Quien haya cogido una raqueta en alguna ocasión conoce del insondable misterio por el que unos días todas las bolas entran y otros no… aun cuando pueda parecer que siempre las golpeamos con la misma intención.

Quien vive su trabajo con la aspiración de cada día ser mejor también encuentra difícil explicación a esa pertinaz ambivalencia que sucesivamente determina los buenos y malos resultados de los que parece no encontrar fin nunca la voluntad y el tesón.

¿Cuál es nuestra equivocación…?.

Pues simplemente la de solo considerar del orteguiano… “yo soy yo y mis circunstancias”, las segundas sin apenas reparar en el primero. No es más, pero tampoco menos.
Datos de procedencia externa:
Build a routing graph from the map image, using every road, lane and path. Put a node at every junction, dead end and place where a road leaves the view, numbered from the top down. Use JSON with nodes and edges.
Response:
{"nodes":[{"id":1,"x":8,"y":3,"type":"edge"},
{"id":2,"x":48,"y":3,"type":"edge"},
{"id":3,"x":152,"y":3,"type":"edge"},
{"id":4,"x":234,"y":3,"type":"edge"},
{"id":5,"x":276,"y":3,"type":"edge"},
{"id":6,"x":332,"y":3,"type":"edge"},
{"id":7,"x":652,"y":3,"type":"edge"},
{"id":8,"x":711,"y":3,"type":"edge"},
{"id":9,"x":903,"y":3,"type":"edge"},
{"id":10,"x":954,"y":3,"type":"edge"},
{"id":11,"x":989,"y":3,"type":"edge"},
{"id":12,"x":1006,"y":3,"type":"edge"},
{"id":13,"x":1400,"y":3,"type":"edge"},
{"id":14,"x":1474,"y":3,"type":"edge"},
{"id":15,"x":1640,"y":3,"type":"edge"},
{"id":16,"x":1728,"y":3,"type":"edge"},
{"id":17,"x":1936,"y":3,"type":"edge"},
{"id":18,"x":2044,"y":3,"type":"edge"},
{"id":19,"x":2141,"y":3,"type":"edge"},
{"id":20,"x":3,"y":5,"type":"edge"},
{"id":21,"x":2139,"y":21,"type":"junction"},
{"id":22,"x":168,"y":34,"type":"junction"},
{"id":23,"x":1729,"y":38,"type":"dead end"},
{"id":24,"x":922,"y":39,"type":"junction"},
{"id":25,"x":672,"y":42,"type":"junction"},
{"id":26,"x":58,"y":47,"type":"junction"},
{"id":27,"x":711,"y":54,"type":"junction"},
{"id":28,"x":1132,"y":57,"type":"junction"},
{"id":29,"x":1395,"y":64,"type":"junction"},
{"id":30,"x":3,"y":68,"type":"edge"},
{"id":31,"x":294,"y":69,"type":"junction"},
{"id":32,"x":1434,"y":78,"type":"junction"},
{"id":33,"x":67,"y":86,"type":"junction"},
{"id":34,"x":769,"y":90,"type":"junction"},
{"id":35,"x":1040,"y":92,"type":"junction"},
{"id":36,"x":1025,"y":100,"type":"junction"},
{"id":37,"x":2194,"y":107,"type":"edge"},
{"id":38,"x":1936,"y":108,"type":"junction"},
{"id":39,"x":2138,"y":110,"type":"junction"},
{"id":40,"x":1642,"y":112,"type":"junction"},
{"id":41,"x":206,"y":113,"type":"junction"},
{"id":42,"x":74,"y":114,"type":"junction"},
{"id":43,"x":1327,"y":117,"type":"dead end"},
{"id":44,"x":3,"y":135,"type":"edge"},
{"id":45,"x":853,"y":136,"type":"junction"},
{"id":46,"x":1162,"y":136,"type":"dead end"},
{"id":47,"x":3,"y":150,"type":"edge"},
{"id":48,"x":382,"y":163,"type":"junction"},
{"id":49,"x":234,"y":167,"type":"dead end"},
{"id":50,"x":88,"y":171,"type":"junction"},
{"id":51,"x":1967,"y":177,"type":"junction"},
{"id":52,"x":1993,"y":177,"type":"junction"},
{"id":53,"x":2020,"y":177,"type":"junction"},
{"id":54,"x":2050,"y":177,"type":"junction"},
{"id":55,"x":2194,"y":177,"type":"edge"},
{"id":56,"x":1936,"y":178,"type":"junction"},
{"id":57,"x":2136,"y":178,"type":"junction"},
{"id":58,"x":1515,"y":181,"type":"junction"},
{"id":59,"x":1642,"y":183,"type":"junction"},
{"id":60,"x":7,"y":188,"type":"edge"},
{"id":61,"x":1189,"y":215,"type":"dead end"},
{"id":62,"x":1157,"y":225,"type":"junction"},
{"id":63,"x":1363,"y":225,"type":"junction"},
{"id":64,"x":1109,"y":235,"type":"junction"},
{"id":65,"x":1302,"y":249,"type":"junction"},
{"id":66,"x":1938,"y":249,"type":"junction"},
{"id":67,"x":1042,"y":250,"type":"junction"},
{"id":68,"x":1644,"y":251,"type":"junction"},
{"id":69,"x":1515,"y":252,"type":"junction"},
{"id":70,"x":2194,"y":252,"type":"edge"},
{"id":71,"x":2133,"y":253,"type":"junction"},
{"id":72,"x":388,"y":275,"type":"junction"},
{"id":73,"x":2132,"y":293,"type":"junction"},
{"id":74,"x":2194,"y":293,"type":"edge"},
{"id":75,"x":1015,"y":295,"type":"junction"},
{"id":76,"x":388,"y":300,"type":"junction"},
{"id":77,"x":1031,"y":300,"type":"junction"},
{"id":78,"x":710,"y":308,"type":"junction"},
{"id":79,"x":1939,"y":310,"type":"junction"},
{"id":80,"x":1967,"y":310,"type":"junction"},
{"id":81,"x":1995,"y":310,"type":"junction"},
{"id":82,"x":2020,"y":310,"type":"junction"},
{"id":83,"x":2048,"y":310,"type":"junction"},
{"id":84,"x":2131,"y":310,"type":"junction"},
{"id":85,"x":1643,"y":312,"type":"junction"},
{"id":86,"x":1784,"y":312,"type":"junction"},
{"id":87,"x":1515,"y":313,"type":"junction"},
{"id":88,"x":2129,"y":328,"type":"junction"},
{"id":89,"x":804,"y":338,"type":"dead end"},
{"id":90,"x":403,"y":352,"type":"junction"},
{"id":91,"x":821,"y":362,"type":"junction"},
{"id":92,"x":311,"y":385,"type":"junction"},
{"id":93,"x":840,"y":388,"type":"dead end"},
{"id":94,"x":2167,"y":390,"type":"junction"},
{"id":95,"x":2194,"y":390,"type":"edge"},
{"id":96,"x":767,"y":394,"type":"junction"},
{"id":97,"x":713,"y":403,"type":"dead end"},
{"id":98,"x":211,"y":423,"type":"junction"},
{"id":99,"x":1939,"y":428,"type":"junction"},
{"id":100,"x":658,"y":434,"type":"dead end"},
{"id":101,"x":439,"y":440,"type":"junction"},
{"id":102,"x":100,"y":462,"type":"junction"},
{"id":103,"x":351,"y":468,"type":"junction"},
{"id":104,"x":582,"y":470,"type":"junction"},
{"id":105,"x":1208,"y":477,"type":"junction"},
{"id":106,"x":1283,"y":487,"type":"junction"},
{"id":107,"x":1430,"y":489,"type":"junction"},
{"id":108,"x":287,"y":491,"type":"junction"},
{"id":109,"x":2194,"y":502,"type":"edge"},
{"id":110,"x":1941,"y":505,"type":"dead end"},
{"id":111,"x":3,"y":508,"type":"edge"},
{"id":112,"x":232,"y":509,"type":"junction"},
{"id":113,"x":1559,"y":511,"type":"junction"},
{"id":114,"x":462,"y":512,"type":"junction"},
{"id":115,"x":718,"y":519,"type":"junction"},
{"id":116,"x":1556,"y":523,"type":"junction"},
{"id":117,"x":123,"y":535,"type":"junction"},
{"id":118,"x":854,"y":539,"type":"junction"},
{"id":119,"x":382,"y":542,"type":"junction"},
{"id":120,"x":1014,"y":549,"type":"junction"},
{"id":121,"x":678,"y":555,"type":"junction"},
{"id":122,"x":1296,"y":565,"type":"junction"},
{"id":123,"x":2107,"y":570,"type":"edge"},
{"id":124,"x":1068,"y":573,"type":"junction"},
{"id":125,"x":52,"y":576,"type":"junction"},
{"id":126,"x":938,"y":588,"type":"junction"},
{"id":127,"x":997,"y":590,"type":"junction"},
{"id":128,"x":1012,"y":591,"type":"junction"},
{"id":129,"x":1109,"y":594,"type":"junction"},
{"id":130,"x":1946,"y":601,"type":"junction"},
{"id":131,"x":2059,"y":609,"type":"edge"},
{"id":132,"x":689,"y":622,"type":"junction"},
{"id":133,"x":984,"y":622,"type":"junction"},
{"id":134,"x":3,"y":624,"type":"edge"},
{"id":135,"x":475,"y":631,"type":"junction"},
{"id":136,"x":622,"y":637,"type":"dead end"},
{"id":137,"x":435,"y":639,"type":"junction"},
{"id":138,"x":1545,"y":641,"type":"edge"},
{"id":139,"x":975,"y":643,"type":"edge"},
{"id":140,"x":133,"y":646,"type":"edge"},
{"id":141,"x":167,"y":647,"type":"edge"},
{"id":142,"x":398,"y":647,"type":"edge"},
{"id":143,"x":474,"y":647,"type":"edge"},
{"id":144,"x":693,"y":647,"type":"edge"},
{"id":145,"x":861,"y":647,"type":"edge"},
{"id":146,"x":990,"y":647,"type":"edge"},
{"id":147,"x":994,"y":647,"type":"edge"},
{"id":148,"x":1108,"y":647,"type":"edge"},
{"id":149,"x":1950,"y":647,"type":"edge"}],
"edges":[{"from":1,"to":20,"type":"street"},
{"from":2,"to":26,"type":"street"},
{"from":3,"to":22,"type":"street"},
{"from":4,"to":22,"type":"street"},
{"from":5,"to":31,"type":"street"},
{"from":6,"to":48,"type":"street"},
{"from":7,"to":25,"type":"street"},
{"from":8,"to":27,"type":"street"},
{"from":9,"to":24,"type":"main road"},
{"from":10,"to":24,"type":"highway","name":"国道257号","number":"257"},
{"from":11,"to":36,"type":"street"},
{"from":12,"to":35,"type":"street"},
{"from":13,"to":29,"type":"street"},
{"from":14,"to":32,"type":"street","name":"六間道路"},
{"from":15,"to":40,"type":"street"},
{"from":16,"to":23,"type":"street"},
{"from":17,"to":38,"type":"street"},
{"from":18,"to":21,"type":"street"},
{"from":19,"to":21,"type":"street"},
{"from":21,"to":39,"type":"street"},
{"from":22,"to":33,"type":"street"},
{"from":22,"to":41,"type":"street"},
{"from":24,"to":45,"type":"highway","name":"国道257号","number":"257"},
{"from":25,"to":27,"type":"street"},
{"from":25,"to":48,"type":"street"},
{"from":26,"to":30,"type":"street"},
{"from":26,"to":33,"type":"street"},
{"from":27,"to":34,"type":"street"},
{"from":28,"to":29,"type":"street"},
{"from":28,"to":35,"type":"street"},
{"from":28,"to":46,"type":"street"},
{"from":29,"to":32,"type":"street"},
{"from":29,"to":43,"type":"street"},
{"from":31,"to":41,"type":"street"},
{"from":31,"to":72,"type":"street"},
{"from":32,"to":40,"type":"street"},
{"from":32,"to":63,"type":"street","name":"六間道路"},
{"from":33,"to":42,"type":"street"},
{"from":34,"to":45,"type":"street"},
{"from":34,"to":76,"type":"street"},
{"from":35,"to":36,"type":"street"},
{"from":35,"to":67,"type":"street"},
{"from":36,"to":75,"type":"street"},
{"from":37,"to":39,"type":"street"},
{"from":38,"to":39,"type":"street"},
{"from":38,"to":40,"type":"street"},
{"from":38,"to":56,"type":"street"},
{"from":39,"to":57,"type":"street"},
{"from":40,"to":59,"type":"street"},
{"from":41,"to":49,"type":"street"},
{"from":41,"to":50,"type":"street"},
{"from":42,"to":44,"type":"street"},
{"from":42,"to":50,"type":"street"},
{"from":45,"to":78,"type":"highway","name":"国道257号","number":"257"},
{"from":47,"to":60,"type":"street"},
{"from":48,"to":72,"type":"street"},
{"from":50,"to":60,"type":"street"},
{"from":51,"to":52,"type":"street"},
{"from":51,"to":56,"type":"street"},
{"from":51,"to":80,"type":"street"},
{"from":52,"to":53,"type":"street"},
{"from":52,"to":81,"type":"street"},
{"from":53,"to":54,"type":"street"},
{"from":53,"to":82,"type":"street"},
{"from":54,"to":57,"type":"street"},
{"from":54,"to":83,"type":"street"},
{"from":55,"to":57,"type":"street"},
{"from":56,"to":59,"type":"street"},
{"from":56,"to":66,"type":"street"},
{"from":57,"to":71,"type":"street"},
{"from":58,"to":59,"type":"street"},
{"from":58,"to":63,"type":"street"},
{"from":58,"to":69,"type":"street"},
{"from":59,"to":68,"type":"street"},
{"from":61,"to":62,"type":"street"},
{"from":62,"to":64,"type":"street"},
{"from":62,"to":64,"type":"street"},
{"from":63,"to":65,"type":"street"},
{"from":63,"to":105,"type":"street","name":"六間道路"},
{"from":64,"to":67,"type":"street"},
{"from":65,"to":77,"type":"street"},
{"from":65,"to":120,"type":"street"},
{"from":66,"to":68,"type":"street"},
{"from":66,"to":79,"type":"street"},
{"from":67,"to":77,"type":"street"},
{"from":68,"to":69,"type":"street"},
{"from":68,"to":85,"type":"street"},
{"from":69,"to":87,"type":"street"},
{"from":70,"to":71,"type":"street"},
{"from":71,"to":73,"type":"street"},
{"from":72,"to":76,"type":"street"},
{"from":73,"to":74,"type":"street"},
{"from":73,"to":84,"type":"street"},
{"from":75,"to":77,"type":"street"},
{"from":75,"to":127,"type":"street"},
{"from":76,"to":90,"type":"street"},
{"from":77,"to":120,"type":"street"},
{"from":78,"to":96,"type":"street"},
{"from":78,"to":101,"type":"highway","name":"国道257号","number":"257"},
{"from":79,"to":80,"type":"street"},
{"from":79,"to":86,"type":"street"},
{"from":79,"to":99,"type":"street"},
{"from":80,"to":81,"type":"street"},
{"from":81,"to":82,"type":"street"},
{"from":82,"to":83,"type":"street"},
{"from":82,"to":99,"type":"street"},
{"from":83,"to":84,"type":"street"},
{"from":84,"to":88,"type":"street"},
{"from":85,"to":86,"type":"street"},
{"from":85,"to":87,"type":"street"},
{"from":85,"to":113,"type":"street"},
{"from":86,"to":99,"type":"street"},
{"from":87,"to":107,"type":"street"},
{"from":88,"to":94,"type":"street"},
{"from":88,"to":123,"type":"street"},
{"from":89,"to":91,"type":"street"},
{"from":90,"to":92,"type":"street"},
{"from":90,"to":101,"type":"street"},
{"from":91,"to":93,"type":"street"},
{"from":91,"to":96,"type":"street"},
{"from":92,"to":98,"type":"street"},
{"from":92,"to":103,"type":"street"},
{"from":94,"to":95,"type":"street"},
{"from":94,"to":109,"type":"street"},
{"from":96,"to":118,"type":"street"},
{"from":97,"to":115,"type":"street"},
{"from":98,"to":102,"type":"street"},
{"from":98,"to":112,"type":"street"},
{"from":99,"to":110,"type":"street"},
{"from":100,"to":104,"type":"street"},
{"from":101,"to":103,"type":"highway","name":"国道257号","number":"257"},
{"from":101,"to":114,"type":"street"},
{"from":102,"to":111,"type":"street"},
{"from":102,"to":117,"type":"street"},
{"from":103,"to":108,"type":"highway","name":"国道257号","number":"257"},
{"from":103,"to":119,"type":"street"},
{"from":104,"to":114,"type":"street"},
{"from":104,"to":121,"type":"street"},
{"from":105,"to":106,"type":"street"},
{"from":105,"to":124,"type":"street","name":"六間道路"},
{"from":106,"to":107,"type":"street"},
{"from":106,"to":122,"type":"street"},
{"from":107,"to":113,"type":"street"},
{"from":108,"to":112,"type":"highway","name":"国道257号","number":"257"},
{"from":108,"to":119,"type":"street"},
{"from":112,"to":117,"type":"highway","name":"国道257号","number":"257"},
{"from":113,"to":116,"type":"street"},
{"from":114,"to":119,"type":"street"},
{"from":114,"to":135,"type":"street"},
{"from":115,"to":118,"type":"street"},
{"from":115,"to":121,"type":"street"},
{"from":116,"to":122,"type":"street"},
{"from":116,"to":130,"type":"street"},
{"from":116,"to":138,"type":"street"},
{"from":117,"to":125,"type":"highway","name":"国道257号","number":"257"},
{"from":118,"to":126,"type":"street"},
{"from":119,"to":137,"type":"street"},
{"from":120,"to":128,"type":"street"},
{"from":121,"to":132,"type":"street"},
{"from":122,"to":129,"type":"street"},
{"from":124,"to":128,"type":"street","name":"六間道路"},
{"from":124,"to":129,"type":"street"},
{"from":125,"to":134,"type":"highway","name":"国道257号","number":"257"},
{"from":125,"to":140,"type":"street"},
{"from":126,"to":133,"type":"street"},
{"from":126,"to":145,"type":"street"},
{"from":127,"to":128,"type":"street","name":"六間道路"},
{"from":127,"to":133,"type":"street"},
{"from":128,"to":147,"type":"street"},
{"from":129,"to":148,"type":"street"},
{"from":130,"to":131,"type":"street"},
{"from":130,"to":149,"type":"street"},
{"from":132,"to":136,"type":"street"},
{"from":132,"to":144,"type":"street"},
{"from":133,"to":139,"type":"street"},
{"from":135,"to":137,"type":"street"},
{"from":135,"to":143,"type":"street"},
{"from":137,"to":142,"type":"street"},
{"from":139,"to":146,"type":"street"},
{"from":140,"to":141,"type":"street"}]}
Es evidente que un día de viento puede condicionar negativamente en la cancha el resultado de nuestros golpes, así como una crisis económica elevar alpinamente el camino de nuestras ansias de progreso profesional o empresarial. Esto es indudable aunque no determinante, pues hay otro factor en juego: “Yo”.

Si ante los repetidos fallos cometidos por la molesta y sorpresiva injerencia de un viento racheado no somos capaces de entender que el mismo también forma parte del partido de tenis al igual que las bolas, la red y nuestro contrincante, entonces caeremos por el peligroso tobogán del balsámico reproche justificativo cuyas consecuencias siempre adversas apuntarán directamente a nuestra autoconfianza y motivación.

Si los muchas veces infructuosos esfuerzos por mejorar nuestra situación laboral no nos trasladan el retorno esperado llevándonos frecuentemente al desanimo y hasta la inacción, entonces seremos nosotros mismos quienes estemos contribuyendo significativamente al alimento de esa decepción por no entender que lo que de nuestra parte hay que poner nunca pero nunca deberá faltar, escapándonos así irresponsablemente de esa necesaria contribución.

Las personas de éxito se distinguen, entre otros méritos, por saber siempre cuál es su responsabilidad en aquello que no están consiguiendo para entonces acometer sin ambages su resolución, olvidándose de ese viento molesto que al fin y al cabo solo es y nunca será más que invisible aire en movimiento…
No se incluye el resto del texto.